Notre Dame, 20 minuti tra il primo e il secondo allarme: «Disastro evitabile»

mercoledì 17 aprile 12:22 - di Sveva Ferri

Notre Dame non era assicurata. A riportarlo sono i media francesi, spiegando che «lo Stato è assicuratore di se stesso per gli edifici religiosi di cui è proprietario». Le spese di ricostruzione, dunque, saranno in gran parte a carico delle casse pubbliche, che nelle rassicurazioni del governo non si sottrarranno. «Lo Stato farà quello che serve», ha dichiarato il ministro della Cultura, Franck Riester. Ma il difficile lavoro per ricostruire la cattedrale, cui è stato interamente dedicato il consiglio dei ministri francese di stamattina, potrà contare anche sulle donazioni private. Allo stato attuale sono già arrivate quasi a un miliardo di euro. E della ricostruzione ha parlato anche il Papa, nel corso dell’udienza generale di oggi a San Pietro. Rinnovando il suo affetto e la sua vicinanza al popolo francese, il Pontefice ha auspicato che possa essere «un’opera corale».

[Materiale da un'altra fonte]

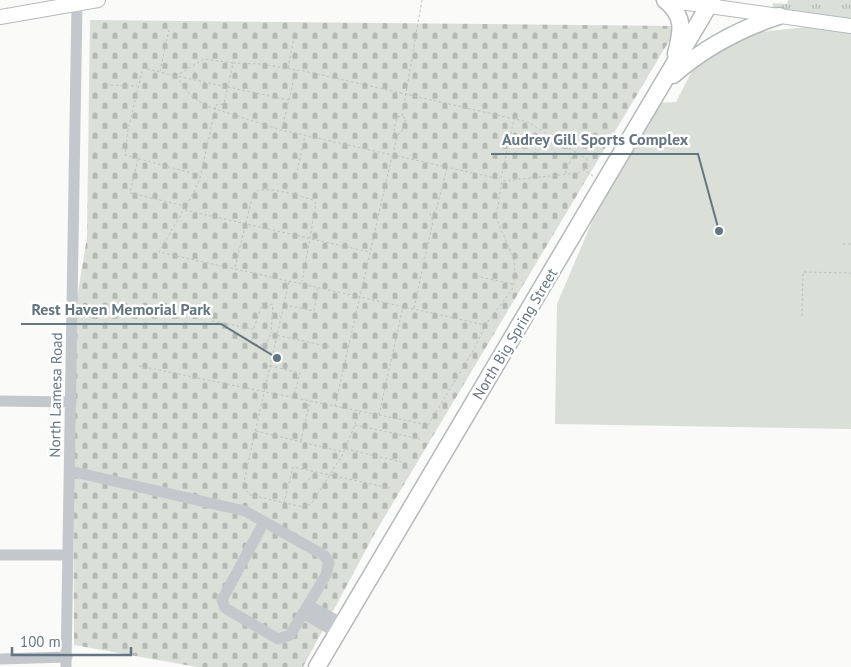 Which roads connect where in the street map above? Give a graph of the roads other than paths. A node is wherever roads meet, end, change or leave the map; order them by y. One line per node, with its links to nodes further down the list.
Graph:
1 (98, 0): 4 (main road)
2 (666, 0): 5 (main road); 9 (highway)
3 (754, 0): 6 (main road)
4 (78, 3): 7 (main road); 12 (street, North Lamesa Road)
5 (710, 3): 6 (main road); 9 (highway, North Big Spring Street)
6 (772, 15): 8 (main road); 10 (highway)
7 (0, 17)
8 (851, 26)
9 (673, 66): 10 (highway, North Big Spring Street)
10 (663, 83): 18 (highway, North Big Spring Street)
11 (0, 401): 12 (street)
12 (71, 402): 13 (street, North Lamesa Road)
13 (70, 471): 14 (street); 16 (street, North Lamesa Road)
14 (264, 522): 17 (street); 17 (street)
15 (0, 555): 16 (street)
16 (68, 555): 20 (street, North Lamesa Road)
17 (305, 609): 18 (street)
18 (340, 629): 21 (highway, North Big Spring Street)
19 (0, 659): 20 (street)
20 (67, 662)
21 (317, 667)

Il Papa: «La ricostruzione sia un’opera collettiva»

«Colgo questa occasione per esprimere alla comunità diocesana di Parigi, a tutti i parigini e all’intero popolo francese il mio grande affetto e la mia vicinanza dopo l’incendio nella Cattedrale di Notre-Dame», ha detto Bergoglio, durante i saluti in francese. «Cari fratelli e sorelle, sono rimasto molto addolorato e mi sento tanto vicino a tutti voi. A quanti si sono prodigati, anche rischiando di persona, per salvare la Basilica va la gratitudine di tutta la Chiesa. La Vergine Maria li benedica e sostenga il lavoro di ricostruzione: possa essere un’opera corale, a lode e gloria di Dio. Dio vi benedica!», ha proseguito Papa Francesco.

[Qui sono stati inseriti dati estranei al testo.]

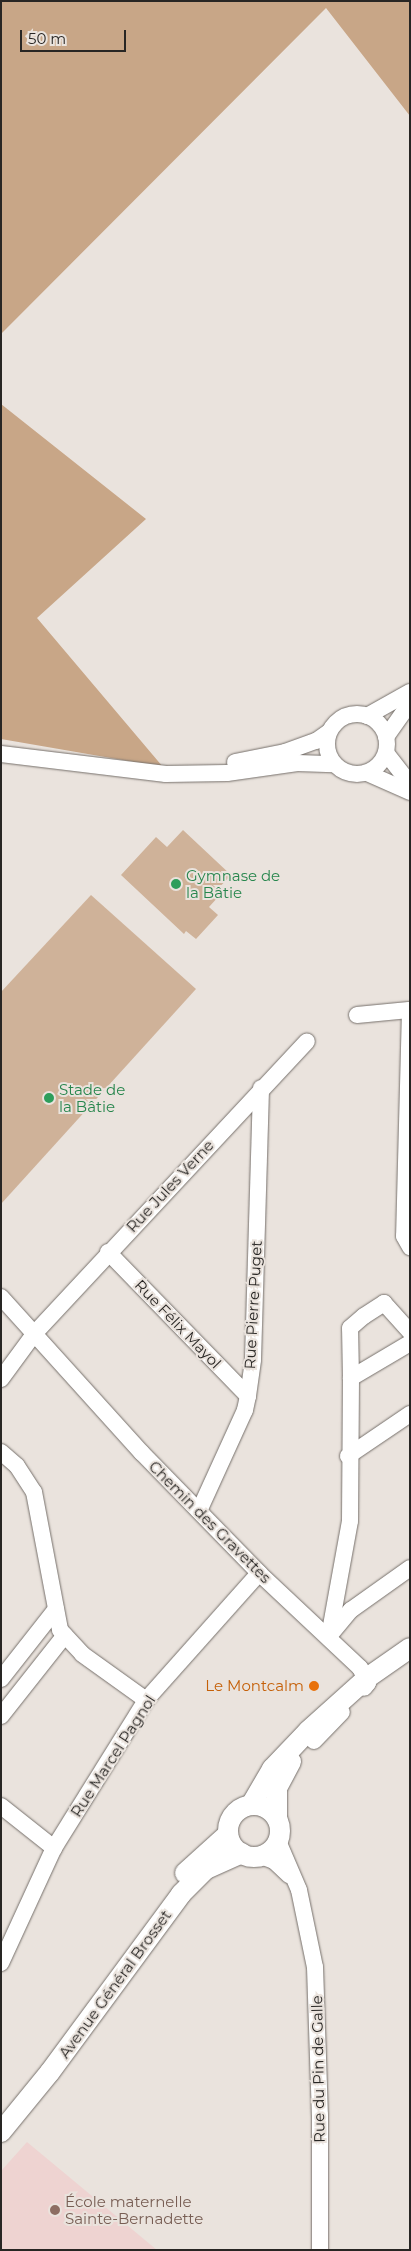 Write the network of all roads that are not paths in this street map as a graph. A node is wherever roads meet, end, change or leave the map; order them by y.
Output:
1 (410, 692) edge
2 (410, 703) edge
3 (367, 716) junction
4 (329, 732) junction
5 (386, 745) junction
6 (1, 754) edge
7 (334, 764) junction
8 (367, 773) junction
9 (175, 774) junction
10 (410, 784) edge
11 (410, 792) edge
12 (410, 1010) edge
13 (357, 1015) dead end
14 (307, 1041) dead end
15 (262, 1088) junction
16 (410, 1247) edge
17 (108, 1252) junction
18 (1, 1297) edge
19 (410, 1332) edge
20 (34, 1334) junction
21 (410, 1343) edge
22 (352, 1378) junction
23 (1, 1379) edge
24 (248, 1396) junction
25 (410, 1414) edge
26 (1, 1452) edge
27 (348, 1456) junction
28 (199, 1511) junction
29 (410, 1568) edge
30 (260, 1573) junction
31 (56, 1609) junction
32 (65, 1635) junction
33 (329, 1636) junction
34 (410, 1648) edge
35 (410, 1663) edge
36 (367, 1678) junction
37 (1, 1679) edge
38 (146, 1700) junction
39 (1, 1716) edge
40 (314, 1741) junction
41 (251, 1805) junction
42 (1, 1806) edge
43 (277, 1818) junction
44 (228, 1834) junction
45 (278, 1841) junction
46 (54, 1848) junction
47 (251, 1855) junction
48 (299, 1890) junction
49 (1, 1962) edge
50 (1, 2118) edge
51 (1, 2132) edge
52 (320, 2250) edge

1 - 3 street
2 - 5 street
3 - 4 street
3 - 5 street
4 - 7 street
4 - 9 street
5 - 8 street
5 - 10 street
6 - 9 street
7 - 8 street
7 - 9 street
8 - 11 street
12 - 13 street
12 - 16 street
14 - 15 street, Rue Jules Verne
15 - 17 street, Rue Jules Verne
15 - 24 street, Rue Pierre Puget
17 - 20 street, Rue Jules Verne
17 - 24 street, Rue Félix Mayol
18 - 20 street, Chemin des Gravettes
19 - 22 street
20 - 23 street, Rue Jules Verne
20 - 28 street, Chemin des Gravettes
21 - 22 street
22 - 27 street
24 - 28 street, Rue Pierre Puget
25 - 27 street
26 - 31 street
27 - 33 street
28 - 30 street, Chemin des Gravettes
29 - 33 street
30 - 33 street, Chemin des Gravettes
30 - 38 street, Rue Marcel Pagnol
31 - 32 street
31 - 37 street
32 - 38 street
32 - 39 street
33 - 36 street, Chemin des Gravettes
34 - 36 main road
35 - 40 main road
36 - 40 street
36 - 41 main road
38 - 46 street, Rue Marcel Pagnol
40 - 43 main road
41 - 43 main road
41 - 44 main road
42 - 46 street
43 - 45 main road
44 - 47 main road
44 - 50 main road, Avenue Général Brosset
45 - 47 main road
45 - 48 street, Rue du Pin de Galle
46 - 49 street, Rue Marcel Pagnol
47 - 48 street, Rue du Pin de Galle
47 - 51 main road, Avenue Général Brosset
48 - 52 street, Rue du Pin de Galle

Le donazioni per Notre Dame

Le donazioni continuano ad arrivare da tutto il mondo a ritmo serrato. «Vedo, dai diversi risultati che le fondazioni mi inviano di mezz’ora in mezz’ora, che la cifra si alza», ha rivelato in un’intervista radiofonica Stéphan Bern, il giornalista che dal novembre 2017 è responsabile del Loto du Patrimoine, la raccolta di fondi privati a tutela dei monumenti francesi a rischio. È stato lui a rendere noto che «questa mattina eravamo vicini a 900 milioni», dicendosi convinto che «nel corso della giornata supereremo il miliardo». «Certo, si sono menzionate le grandi fortune francesi. Ma le persone fanno con i loro mezzi. Ieri ho incontrato bambine che hanno dato 5 euro, i loro risparmi, la loro paghetta. La cosa mi ha colpito», ha detto ancora Bern, che ha anche ricordato che «il mondo intero è al nostro capezzale». «Il mondo intero è in lutto per Notre Dame de Paris. Dagli Stati Uniti, dal Brasile, mi chiamano persone provenienti da tutto il mondo. Donano spontaneamente. E al di là delle polemiche, a loro non importa se sia esente da imposte o meno. Sai, ai filantropi non importa se riceveranno un certificato Cerfa per tassarli. Stanno soffrendo», ha commentato ancora il divulgatore tv, sottolineando che l’incendio «suscita molte emozioni».

L’inchiesta e il sospetto: «Operazioni iniziate in ritardo»

Intanto prosegue l’inchiesta per accertare le cause del disastro. La Procura di Parigi, che ha dispiegato sul caso 50 inquirenti, procede sull’ipotesi di «distruzione involontaria attraverso incendio» e, per le indagini, conta molto anche sulle riprese video, effettuate sia dai sistemi di sorveglianza interni alla cattedrale sia dai cittadini che si sono trovati sul posto a ridosso dello scoppio dell’incendio. In queste ore si ascoltano i testimoni, a partire dagli operai delle cinque ditte che lavoravano al restauro. «Abbiamo rispettato tutti i dispositivi e le procedure di sicurezza», ha assicurato Julien Le Bras, titolare di una delle ditte, le cui parole sono riferite dal Messaggero. Ma il sospetto degli inquirenti è che la devastazione si sarebbe potuta evitare con un sistema d’allarme più efficace. Prima di esplodere in tutta la loro violenza, le fiamme potrebbero essere rimaste annidate tra le travi del tetto «anche per ore», è trapelato da fonti vicine all’inchiesta. Inoltre, vi sono quei venti minuti tra il primo allarme, scattato alle 18.20, e il secondo, arrivato alle 18.43. Alla prima chiamata i pompieri non hanno trovato nulla, alla seconda era già troppo tardi.